There was an ingenious bit of performance art inside Rowan. A young woman in a glass box posed as a fashion manikin/robot. She had a fishbowl cum-retro-space-helmet with faux flowers and florescent lights inside it, a sleeveless floral top and an Astroturf maxiskirt that had three television monitors facing the front of the display. In each of her hands, which she robotically moved, was a camera. The audience could see themselves as they were being videoed live on the three screens in her skirt. (I don’t know where the third camera was.) The lovely girl had it down so cold that even the blinking of her eyes on her expressionless face was android-like.

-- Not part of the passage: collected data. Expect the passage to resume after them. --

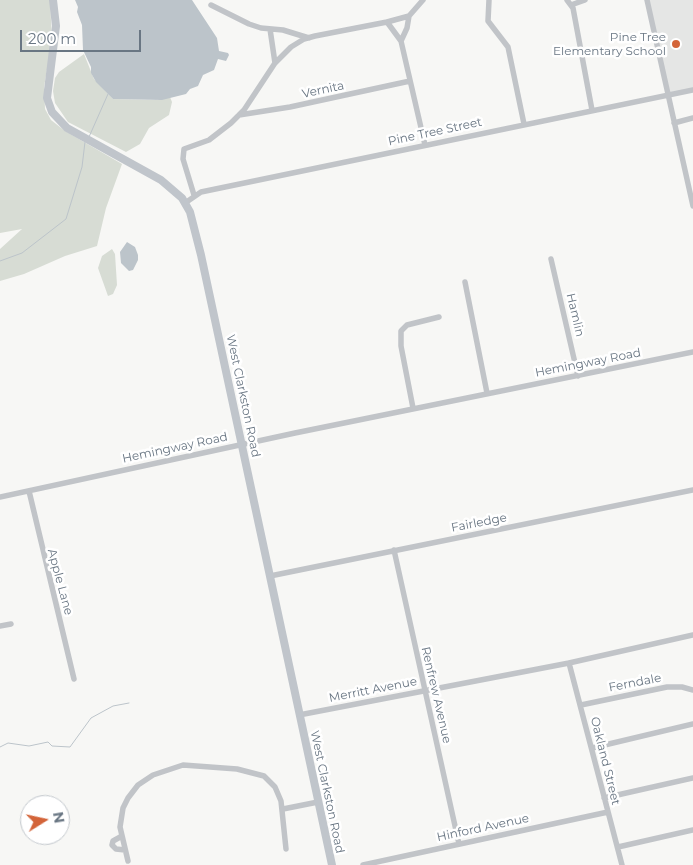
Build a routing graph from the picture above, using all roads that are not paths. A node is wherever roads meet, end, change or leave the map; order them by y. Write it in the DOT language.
graph roads {
  1 [pos="53,0"];
  2 [pos="423,0"];
  3 [pos="489,0"];
  4 [pos="567,0"];
  5 [pos="586,0"];
  6 [pos="647,0"];
  7 [pos="211,5"];
  8 [pos="571,5"];
  9 [pos="409,16"];
  10 [pos="387,22"];
  11 [pos="270,29"];
  12 [pos="294,32"];
  13 [pos="309,38"];
  14 [pos="401,41"];
  15 [pos="294,45"];
  16 [pos="275,63"];
  17 [pos="410,81"];
  18 [pos="693,90"];
  19 [pos="668,95"];
  20 [pos="592,110"];
  21 [pos="239,115"];
  22 [pos="693,118"];
  23 [pos="674,123"];
  24 [pos="524,124"];
  25 [pos="425,145"];
  26 [pos="194,195"];
  27 [pos="185,203"];
  28 [pos="693,206"];
  29 [pos="551,259"];
  30 [pos="465,282"];
  31 [pos="439,317"];
  32 [pos="693,352"];
  33 [pos="578,376"];
  34 [pos="487,393"];
  35 [pos="413,408"];
  36 [pos="242,444"];
  37 [pos="29,490"];
  38 [pos="693,490"];
  39 [pos="0,497"];
  40 [pos="394,550"];
  41 [pos="270,576"];
  42 [pos="11,624"];
  43 [pos="0,626"];
  44 [pos="693,636"];
  45 [pos="569,663"];
  46 [pos="74,679"];
  47 [pos="425,690"];
  48 [pos="693,690"];
  49 [pos="581,705"];
  50 [pos="299,715"];
  51 [pos="693,724"];
  52 [pos="592,748"];
  53 [pos="693,778"];
  54 [pos="604,798"];
  55 [pos="318,802"];
  56 [pos="283,809"];
  57 [pos="608,812"];
  58 [pos="693,830"];
  59 [pos="122,836"];
  60 [pos="459,844"];
  61 [pos="618,847"];
  62 [pos="286,849"];
  63 [pos="125,850"];
  64 [pos="128,861"];
  65 [pos="332,865"];
  66 [pos="363,865"];
  67 [pos="622,865"];
  1 -- 27 [label="main road, West Clarkston Road"];
  2 -- 9 [label="street"];
  3 -- 24 [label="street"];
  4 -- 8 [label="street"];
  5 -- 8 [label="street"];
  6 -- 19 [label="street"];
  7 -- 11 [label="street"];
  8 -- 20 [label="street"];
  9 -- 10 [label="street"];
  9 -- 14 [label="street"];
  10 -- 13 [label="street"];
  10 -- 14 [label="street"];
  11 -- 12 [label="street"];
  11 -- 16 [label="street"];
  12 -- 13 [label="street"];
  12 -- 15 [label="street"];
  13 -- 15 [label="street"];
  14 -- 17 [label="street"];
  15 -- 16 [label="street"];
  16 -- 21 [label="street"];
  17 -- 21 [label="street, Vernita"];
  17 -- 25 [label="street"];
  18 -- 19 [label="street, Pine Tree Street"];
  19 -- 20 [label="street, Pine Tree Street"];
  19 -- 23 [label="street"];
  20 -- 24 [label="street, Pine Tree Street"];
  21 -- 26 [label="street"];
  22 -- 23 [label="street"];
  23 -- 28 [label="street"];
  24 -- 25 [label="street, Pine Tree Street"];
  25 -- 26 [label="street, Pine Tree Street"];
  26 -- 27 [label="street, Pine Tree Street"];
  27 -- 36 [label="main road, West Clarkston Road"];
  29 -- 33 [label="street, Hamlin"];
  30 -- 34 [label="street"];
  31 -- 35 [label="street"];
  32 -- 33 [label="street, Hemingway Road"];
  33 -- 34 [label="street, Hemingway Road"];
  34 -- 35 [label="street, Hemingway Road"];
  35 -- 36 [label="street, Hemingway Road"];
  36 -- 37 [label="street, Hemingway Road"];
  36 -- 41 [label="main road, West Clarkston Road"];
  37 -- 39 [label="street, Hemingway Road"];
  37 -- 46 [label="street, Apple Lane"];
  38 -- 40 [label="street, Fairledge"];
  40 -- 41 [label="street, Fairledge"];
  40 -- 47 [label="street, Renfrew Avenue"];
  41 -- 50 [label="main road, West Clarkston Road"];
  42 -- 43 [label="street"];
  44 -- 45 [label="street, Merritt Avenue"];
  45 -- 47 [label="street, Merritt Avenue"];
  45 -- 49 [label="street, Oakland Street"];
  47 -- 50 [label="street, Merritt Avenue"];
  47 -- 60 [label="street, Renfrew Avenue"];
  48 -- 49 [label="street, Ferndale"];
  49 -- 52 [label="street, Oakland Street"];
  50 -- 55 [label="main road, West Clarkston Road"];
  51 -- 52 [label="street"];
  52 -- 54 [label="street, Oakland Street"];
  53 -- 54 [label="street"];
  54 -- 57 [label="street, Oakland Street"];
  55 -- 56 [label="street"];
  55 -- 65 [label="main road, West Clarkston Road"];
  56 -- 59 [label="street"];
  56 -- 62 [label="street"];
  57 -- 60 [label="street, Hinford Avenue"];
  57 -- 61 [label="street, Oakland Street"];
  58 -- 61 [label="street"];
  59 -- 63 [label="street"];
  59 -- 63 [label="street"];
  60 -- 66 [label="street, Hinford Avenue"];
  61 -- 67 [label="street, Oakland Street"];
  63 -- 64 [label="street"];
}
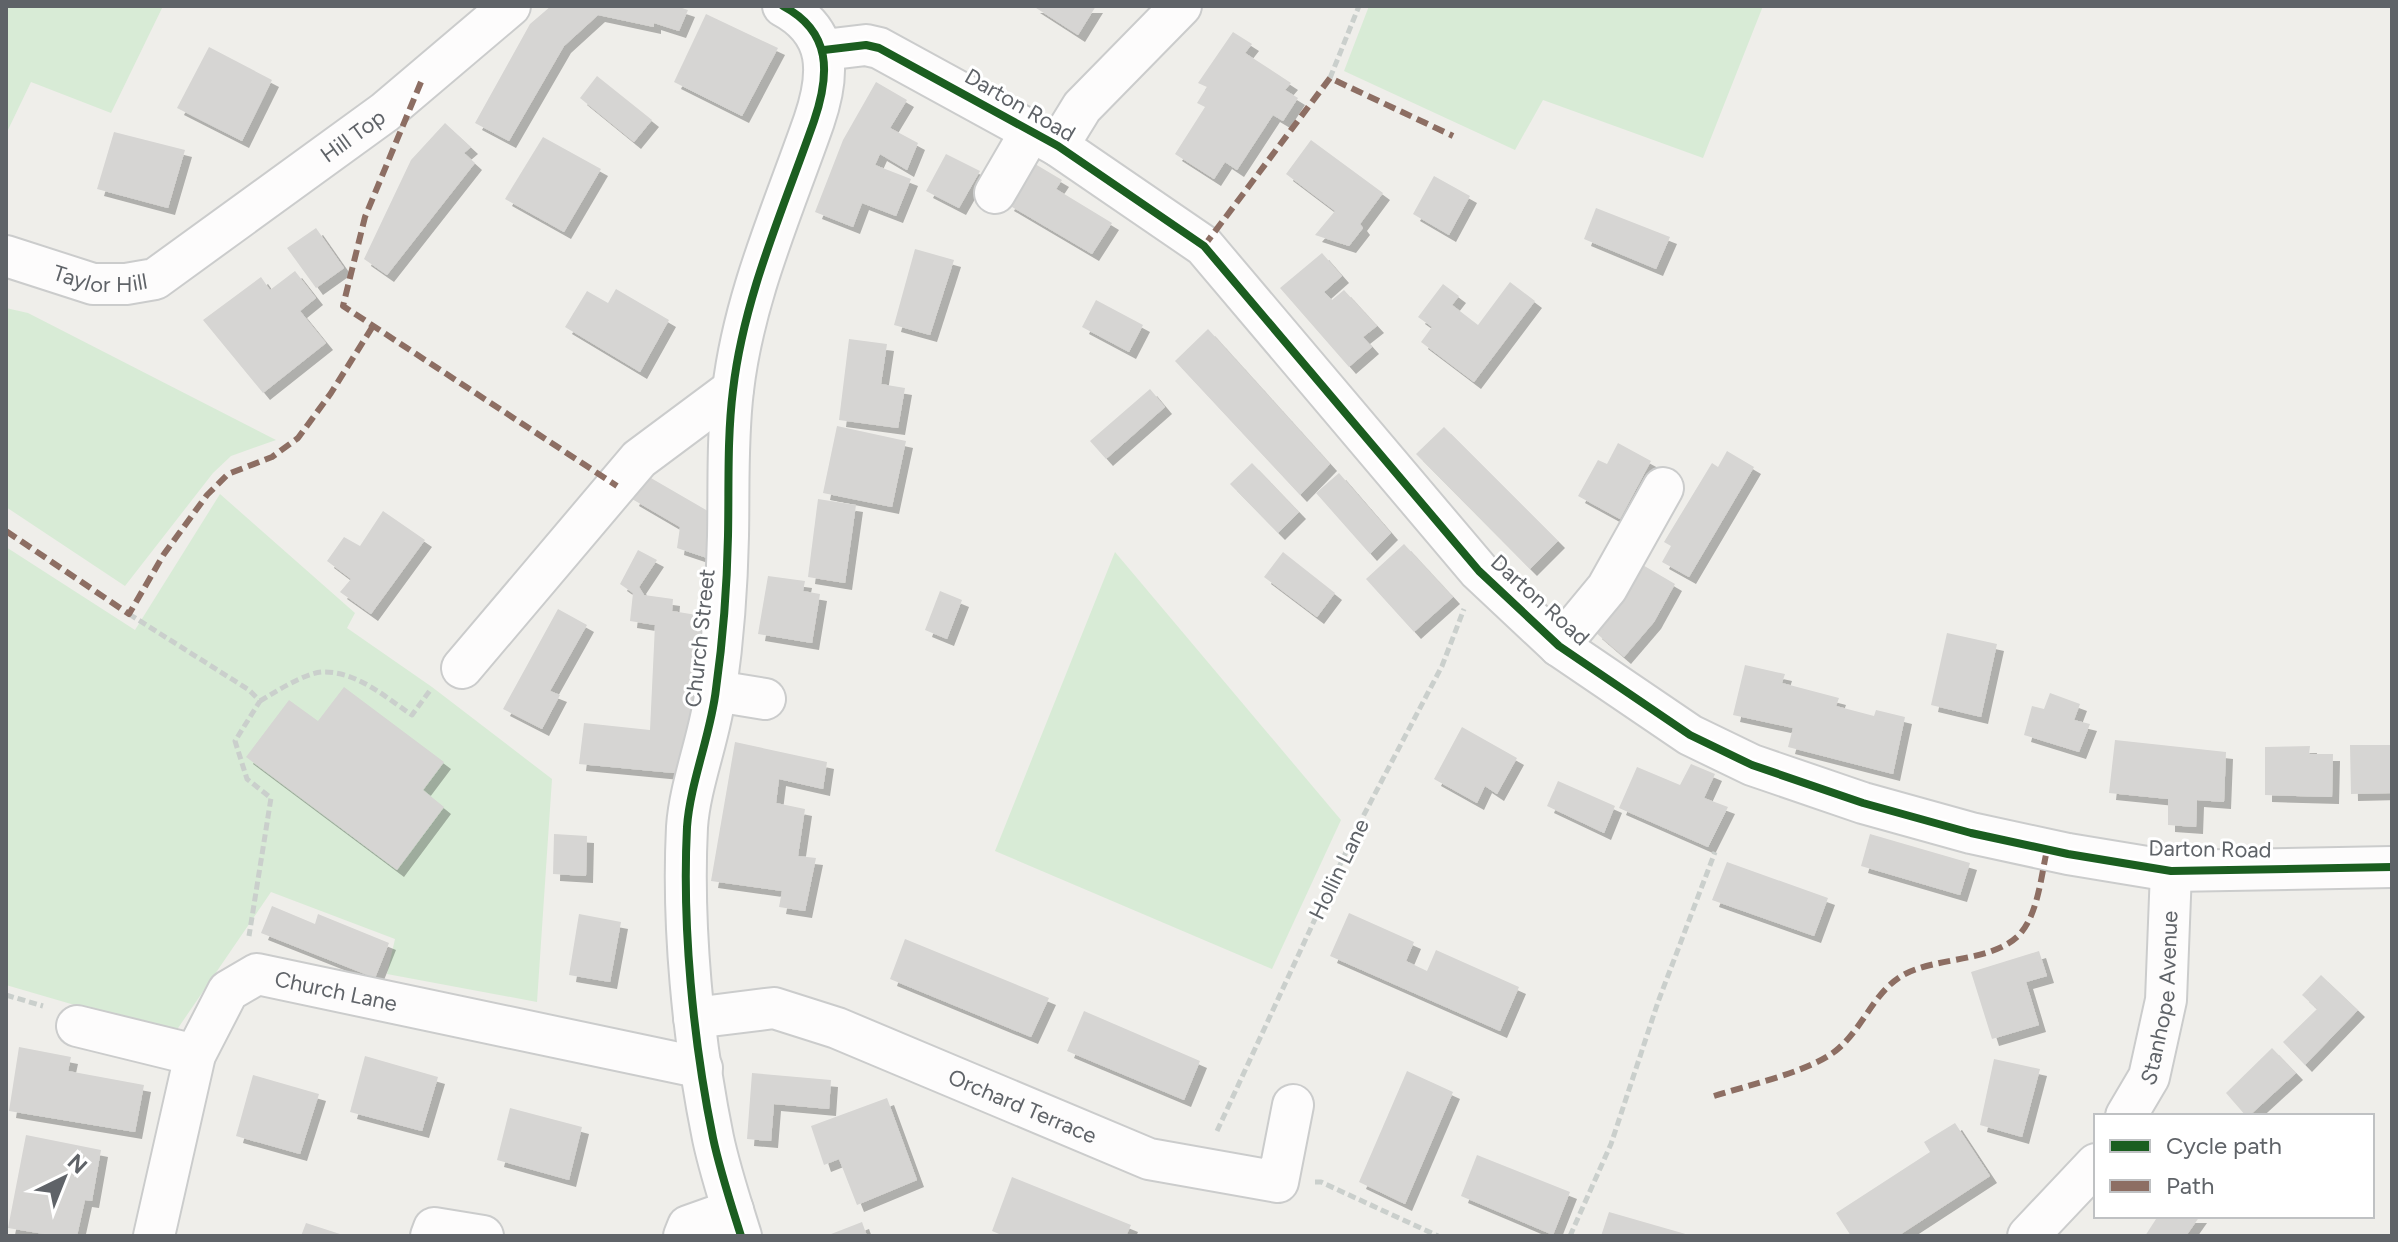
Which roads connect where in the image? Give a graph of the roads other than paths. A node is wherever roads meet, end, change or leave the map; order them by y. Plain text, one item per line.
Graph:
1 (510, 6) edge
2 (783, 6) edge
3 (1181, 6) edge
4 (824, 50) junction
5 (1044, 138) junction
6 (995, 193) dead end
7 (189, 254) joint
8 (6, 256) edge
9 (733, 389) junction
10 (1663, 488) dead end
11 (1559, 646) junction
12 (462, 668) road end
13 (716, 691) junction
14 (765, 699) dead end
15 (2392, 867) edge
16 (2171, 871) junction
17 (694, 1018) junction
18 (77, 1026) dead end
19 (195, 1055) junction
20 (702, 1068) junction
21 (1293, 1105) dead end
22 (2127, 1114) edge
23 (2094, 1166) edge
24 (737, 1223) edge
25 (154, 1236) edge
26 (431, 1236) edge
27 (483, 1236) edge
28 (684, 1236) edge
29 (2028, 1236) edge

1 - 7 street, Hill Top
2 - 4 street
3 - 5 street
4 - 5 street, Darton Road
4 - 9 street, Church Street
5 - 6 street
5 - 11 street, Darton Road
7 - 8 street, Taylor Hill
9 - 12 street
9 - 13 street, Church Street
10 - 11 street
11 - 16 street, Darton Road
13 - 14 street
13 - 17 street, Church Street
15 - 16 street, Darton Road
16 - 22 street, Stanhope Avenue
17 - 20 street, Church Street
17 - 21 street, Orchard Terrace
18 - 19 street
19 - 20 street, Church Lane
19 - 25 street, Church Lane
20 - 24 street, Church Street
23 - 29 street
24 - 28 street
26 - 27 street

Going down 5th to Main we once again found the excellent Pharmaka gallery having too great a population density to penetrate, much less view art. The parking lot on Main, across the street, was much improved. The lighting is now really up to par and permits viewing after dark. The band is now located at the front and the flow of pedestrian traffic is smooth. Further up Main (towards 4th), we espied a moving truck specially outfitted as a mobile art gallery. It featured the work of two artists and good lighting. Stan came to learn that the mobile gallery was funded by Avon (car and truck rental company). Several paces further we arrived at Metropolis Books a great little independent bookstore with marvelous taste in fiction. I immediately found three titles I am excited about reading in the future: The Brief Wonderous Life of Oscar Wao, The Book of Murder and T.C. Boyle’s latest, The Women. Stan certainly concurs as regards their taste in fiction. This bookstore was one of the debut book-signing venues for his novel, Criminal. Stan procured me a complimentary copy saying: “Now we have your criminal problem solved.” Given the sinister nature of the title character, I should have known that this portended catastrophe in my near future.
Stan and I fortified ourselves at the start of the evening at the relatively new Japanese restaurant, Octopus on 7th where they have half-price sushi. This is an excellent and highly recommended value for downtownsters. Be forewarned, the sashimi orders are not discounted. The hamachi belly was superb. Look foreword to profiles on downtown art gallery owners and their galleries by me in the coming weeks.